MSS is used in the TCP protocol. It determines the maximum size of a TCP segment that can be sent over a network, excluding the TCP header and IP header (the non-header portion of the packet).
MTU - (TCP header + IP header) = MSS
MSS Announcement
- shared during tcp handshake
- default: 536
MTU = 576
MDDS = MTU - IPHdrLen = 576 - 20 = 556
MSS = MDDS - TCPHdrLen = 556 - 20 = 536
- MDDS: Maximum Datagram Data Size
How to Know MSS
- The Network Driver (ND) or interface should know the MTU of the directly attached network.
- The IP should ask the Network Driver for the Maximum Transmission Unit.
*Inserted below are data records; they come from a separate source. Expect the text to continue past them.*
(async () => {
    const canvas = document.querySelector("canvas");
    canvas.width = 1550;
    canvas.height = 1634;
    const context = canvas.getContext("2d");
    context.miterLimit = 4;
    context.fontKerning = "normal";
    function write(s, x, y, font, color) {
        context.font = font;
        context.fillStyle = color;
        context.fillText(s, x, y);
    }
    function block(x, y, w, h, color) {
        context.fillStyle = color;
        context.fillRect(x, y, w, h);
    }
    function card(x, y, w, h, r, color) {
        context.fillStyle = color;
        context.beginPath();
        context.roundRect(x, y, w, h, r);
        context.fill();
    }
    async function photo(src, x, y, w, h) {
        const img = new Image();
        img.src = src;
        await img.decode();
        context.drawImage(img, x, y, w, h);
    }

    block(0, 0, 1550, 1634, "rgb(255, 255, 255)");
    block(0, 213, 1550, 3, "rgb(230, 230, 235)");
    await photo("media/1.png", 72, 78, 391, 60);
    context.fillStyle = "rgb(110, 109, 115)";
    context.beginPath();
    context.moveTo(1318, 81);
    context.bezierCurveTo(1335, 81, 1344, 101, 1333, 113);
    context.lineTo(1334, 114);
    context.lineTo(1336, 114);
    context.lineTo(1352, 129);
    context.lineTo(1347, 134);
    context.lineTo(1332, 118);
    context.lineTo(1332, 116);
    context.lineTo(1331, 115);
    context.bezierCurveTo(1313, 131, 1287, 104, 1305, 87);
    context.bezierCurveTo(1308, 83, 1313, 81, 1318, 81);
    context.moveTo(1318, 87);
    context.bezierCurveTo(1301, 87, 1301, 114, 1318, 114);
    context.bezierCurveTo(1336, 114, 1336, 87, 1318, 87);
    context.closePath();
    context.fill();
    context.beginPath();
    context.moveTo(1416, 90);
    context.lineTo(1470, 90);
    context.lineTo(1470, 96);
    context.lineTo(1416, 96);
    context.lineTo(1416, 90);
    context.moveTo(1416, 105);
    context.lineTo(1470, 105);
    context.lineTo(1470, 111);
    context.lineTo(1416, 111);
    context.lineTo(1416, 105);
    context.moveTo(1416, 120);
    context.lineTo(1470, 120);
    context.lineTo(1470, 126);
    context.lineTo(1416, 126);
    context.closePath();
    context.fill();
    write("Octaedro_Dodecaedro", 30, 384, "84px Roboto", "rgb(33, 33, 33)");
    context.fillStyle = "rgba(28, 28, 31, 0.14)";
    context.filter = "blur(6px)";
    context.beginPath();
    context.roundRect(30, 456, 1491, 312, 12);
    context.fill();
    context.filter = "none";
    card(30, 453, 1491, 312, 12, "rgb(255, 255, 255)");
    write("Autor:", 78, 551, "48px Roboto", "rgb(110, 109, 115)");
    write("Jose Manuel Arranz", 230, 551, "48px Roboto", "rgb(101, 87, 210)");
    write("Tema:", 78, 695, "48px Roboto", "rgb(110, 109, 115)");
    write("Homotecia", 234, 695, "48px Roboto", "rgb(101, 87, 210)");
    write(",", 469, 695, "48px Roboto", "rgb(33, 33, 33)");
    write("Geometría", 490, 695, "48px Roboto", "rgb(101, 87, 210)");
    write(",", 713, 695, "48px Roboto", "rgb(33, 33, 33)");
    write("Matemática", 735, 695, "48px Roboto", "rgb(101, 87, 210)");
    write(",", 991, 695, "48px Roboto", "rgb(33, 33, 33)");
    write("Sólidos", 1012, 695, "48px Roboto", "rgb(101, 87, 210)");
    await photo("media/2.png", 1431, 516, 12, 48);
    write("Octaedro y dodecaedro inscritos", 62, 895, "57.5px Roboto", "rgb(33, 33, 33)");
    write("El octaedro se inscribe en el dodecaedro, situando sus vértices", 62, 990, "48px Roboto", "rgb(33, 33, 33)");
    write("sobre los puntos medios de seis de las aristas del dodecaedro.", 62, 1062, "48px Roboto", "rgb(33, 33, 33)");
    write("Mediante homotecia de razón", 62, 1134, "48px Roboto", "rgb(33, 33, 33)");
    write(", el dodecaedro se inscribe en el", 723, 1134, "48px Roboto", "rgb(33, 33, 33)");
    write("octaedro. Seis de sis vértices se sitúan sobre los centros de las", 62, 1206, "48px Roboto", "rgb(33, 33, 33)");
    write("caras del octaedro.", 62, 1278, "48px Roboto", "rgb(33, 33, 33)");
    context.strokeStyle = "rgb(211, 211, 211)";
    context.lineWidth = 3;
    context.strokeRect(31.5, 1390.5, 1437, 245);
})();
- The TCP should ask the IP for the Maximum Datagram Data Size (MDDS). This is the MTU minus the IP header length (
MDDS = MTU - IPHdrLen
). - When opening a connection, TCP can send an MSS option with the value equal to:
MDDS - TCPHdrLen
. In other words, the MSS value to send is:MSS = MTU - TCPHdrLen - IPHdrLen
MSS Clamping
Idea: to avoid bottleneck
- Client/Server side
- When TCP finished handshake, we choose the smaller one between the two.
- MiddleBox side:
- a router along a network path has an MTU value set lower than the typical 1,500 bytes. This can result in packet loss and can be difficult to discover.
- during the TCP handshake, the server can signal the MSS for packets it is willing to receive, “clamping” the maximum payload size from the other server.